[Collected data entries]
□ □ □ □ □
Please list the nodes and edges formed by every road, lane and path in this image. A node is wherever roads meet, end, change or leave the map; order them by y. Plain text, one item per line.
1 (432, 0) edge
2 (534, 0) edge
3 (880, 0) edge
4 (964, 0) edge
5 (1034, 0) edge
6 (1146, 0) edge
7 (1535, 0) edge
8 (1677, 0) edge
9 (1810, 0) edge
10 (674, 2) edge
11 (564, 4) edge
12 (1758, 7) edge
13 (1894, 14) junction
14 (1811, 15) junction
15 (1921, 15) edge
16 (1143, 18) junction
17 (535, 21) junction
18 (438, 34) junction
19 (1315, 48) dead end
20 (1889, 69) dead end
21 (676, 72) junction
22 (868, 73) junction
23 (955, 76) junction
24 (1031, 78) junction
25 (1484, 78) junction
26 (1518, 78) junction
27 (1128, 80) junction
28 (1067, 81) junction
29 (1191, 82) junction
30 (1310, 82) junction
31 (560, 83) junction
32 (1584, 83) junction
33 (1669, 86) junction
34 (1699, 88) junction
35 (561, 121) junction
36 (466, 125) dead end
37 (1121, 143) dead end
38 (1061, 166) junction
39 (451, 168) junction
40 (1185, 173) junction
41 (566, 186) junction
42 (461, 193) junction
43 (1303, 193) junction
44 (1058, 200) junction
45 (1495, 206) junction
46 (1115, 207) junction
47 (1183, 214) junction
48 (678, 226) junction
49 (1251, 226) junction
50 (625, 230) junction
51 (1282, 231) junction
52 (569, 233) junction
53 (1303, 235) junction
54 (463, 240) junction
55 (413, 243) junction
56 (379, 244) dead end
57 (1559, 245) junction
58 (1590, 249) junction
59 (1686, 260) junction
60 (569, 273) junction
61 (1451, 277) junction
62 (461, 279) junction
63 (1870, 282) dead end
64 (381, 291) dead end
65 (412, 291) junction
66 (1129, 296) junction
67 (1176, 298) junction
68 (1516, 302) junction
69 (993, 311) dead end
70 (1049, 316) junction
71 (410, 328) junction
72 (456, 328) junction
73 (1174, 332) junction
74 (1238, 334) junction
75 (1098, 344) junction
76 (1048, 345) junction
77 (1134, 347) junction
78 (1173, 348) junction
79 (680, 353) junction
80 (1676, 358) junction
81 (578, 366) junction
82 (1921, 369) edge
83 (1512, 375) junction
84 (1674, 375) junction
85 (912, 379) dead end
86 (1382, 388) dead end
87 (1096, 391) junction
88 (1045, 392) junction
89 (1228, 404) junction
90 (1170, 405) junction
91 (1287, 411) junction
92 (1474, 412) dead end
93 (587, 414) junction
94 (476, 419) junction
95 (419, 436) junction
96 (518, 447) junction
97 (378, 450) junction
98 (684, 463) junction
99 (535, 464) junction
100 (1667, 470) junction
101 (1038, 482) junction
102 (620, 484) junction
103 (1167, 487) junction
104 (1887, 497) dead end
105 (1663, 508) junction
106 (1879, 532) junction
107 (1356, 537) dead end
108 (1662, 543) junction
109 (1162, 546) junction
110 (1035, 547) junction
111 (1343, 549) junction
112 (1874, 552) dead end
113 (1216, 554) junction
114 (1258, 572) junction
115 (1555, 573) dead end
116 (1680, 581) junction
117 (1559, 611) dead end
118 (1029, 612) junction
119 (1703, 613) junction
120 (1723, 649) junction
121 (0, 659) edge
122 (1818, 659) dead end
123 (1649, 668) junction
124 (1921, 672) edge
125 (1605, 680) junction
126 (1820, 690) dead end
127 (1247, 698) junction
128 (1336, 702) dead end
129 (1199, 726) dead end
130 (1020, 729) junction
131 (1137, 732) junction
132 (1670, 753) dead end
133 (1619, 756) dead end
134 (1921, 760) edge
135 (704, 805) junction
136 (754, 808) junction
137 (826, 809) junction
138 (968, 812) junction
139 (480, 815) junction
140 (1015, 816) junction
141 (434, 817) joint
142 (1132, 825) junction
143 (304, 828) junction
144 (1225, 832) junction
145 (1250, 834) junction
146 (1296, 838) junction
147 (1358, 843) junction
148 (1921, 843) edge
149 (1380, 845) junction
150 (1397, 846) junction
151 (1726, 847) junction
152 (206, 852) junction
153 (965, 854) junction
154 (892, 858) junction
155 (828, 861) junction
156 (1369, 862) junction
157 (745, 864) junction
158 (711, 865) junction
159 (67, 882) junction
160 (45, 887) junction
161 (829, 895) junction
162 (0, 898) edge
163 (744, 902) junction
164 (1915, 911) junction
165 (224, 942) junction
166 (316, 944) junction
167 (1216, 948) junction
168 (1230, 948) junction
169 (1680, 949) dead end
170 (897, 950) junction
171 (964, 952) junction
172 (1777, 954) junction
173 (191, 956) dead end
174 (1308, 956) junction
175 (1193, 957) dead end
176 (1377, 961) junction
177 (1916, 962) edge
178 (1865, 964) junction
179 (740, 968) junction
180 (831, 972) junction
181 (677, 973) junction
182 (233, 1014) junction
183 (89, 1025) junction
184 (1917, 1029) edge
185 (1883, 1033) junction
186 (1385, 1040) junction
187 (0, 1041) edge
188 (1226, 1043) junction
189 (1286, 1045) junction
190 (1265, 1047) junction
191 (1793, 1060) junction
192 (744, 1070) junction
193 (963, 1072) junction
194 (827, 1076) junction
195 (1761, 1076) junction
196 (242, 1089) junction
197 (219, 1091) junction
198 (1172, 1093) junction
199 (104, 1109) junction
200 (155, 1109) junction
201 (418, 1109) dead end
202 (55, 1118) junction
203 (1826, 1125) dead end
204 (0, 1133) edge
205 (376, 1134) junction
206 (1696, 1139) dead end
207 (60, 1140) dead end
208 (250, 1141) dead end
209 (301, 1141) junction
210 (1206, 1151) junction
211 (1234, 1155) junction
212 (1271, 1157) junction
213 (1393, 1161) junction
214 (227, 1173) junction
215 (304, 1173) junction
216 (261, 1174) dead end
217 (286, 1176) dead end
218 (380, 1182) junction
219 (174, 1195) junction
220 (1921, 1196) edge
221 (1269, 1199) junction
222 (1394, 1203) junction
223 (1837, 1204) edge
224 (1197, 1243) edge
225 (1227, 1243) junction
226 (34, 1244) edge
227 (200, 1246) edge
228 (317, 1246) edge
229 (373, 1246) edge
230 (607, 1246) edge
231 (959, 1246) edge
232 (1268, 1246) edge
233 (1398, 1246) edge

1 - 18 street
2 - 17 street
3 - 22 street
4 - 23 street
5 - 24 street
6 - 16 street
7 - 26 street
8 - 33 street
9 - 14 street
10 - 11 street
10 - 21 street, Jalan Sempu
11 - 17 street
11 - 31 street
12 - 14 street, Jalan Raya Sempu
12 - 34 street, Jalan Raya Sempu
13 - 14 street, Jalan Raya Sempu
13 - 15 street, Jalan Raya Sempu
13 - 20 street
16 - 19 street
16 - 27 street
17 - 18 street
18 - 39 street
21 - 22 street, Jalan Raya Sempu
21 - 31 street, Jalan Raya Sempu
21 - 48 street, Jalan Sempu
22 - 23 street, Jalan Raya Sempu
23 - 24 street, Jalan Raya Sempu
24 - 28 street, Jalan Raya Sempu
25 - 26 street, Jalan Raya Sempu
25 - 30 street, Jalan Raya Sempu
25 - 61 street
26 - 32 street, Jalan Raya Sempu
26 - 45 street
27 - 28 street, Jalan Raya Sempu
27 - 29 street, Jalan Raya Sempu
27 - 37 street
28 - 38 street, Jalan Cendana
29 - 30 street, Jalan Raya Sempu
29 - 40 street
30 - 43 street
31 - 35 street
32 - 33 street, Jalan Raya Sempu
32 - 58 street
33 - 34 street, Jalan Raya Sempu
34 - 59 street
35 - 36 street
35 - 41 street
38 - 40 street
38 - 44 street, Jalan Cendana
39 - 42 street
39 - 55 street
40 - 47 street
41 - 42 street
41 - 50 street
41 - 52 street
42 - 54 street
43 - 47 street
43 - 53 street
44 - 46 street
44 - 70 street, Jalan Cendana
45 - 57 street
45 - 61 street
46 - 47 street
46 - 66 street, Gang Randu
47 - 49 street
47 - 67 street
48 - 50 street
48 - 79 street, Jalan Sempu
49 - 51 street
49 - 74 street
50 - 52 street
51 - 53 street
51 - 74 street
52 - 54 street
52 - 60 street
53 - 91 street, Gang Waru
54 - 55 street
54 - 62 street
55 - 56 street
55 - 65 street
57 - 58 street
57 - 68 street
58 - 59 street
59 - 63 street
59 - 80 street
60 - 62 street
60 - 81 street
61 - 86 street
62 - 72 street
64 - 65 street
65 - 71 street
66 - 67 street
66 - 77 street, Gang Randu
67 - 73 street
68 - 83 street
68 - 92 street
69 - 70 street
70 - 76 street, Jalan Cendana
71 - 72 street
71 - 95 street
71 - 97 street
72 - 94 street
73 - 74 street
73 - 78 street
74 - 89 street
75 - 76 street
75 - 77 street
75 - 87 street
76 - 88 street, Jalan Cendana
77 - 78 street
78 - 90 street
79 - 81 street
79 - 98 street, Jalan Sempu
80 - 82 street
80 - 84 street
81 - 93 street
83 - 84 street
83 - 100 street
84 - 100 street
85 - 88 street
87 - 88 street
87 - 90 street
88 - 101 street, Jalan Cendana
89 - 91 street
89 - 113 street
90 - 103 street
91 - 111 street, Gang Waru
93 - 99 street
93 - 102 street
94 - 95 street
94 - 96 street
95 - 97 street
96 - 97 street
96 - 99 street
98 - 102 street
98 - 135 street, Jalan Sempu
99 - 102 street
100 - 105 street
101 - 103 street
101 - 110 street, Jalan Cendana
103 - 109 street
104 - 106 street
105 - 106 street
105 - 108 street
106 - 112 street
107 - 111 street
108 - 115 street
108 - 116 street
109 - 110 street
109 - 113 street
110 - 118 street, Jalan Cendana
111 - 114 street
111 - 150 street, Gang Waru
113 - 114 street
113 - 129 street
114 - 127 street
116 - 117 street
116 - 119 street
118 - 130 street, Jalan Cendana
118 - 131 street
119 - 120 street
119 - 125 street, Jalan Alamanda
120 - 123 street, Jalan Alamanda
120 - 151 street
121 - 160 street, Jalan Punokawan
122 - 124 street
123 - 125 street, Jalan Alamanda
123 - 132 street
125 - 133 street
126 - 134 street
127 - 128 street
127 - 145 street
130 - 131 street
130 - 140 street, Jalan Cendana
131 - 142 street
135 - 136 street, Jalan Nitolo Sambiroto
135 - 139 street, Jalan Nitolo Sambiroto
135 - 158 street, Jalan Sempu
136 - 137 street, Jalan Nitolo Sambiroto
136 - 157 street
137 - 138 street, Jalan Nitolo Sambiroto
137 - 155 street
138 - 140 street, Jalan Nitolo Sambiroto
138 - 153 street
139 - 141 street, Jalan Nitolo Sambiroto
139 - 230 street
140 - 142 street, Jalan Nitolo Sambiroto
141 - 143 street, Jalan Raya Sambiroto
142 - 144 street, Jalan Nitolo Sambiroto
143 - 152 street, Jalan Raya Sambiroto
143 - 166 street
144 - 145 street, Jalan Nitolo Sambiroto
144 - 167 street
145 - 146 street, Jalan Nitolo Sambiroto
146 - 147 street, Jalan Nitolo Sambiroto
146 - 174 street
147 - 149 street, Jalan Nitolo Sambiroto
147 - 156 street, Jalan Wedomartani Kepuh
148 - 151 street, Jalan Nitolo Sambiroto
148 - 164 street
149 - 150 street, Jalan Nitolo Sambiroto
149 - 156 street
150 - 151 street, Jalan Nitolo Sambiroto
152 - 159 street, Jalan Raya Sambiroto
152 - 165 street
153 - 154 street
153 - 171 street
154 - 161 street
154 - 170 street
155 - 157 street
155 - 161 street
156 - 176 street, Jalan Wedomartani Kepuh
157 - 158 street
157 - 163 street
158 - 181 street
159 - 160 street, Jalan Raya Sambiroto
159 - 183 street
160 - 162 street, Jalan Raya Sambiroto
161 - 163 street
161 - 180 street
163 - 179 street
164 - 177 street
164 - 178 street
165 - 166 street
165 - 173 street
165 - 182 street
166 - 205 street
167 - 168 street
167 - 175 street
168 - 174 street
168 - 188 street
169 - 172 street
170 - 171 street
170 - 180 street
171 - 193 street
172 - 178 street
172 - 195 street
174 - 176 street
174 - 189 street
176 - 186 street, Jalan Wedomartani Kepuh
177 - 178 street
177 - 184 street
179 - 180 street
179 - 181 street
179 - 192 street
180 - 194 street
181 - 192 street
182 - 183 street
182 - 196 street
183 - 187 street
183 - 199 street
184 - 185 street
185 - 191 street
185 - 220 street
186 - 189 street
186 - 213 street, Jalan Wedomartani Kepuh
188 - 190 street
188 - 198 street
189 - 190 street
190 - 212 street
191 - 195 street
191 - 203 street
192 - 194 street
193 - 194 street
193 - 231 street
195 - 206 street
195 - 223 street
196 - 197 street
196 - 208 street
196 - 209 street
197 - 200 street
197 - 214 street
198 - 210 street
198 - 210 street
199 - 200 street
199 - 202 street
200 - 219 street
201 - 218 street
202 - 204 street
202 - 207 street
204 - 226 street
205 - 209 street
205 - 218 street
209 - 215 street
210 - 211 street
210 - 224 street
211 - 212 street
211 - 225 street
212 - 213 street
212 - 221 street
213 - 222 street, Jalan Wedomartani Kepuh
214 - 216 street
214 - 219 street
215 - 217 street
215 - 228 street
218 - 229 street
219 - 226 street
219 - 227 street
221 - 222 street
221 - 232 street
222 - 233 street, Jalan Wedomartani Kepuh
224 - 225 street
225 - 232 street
□ □ □ □ □
WORK TO COMPLETE
Select every line of the records holding the string "Kepuh".

SOLVED EXERCISE
147 - 156 street, Jalan Wedomartani Kepuh
156 - 176 street, Jalan Wedomartani Kepuh
176 - 186 street, Jalan Wedomartani Kepuh
186 - 213 street, Jalan Wedomartani Kepuh
213 - 222 street, Jalan Wedomartani Kepuh
222 - 233 street, Jalan Wedomartani Kepuh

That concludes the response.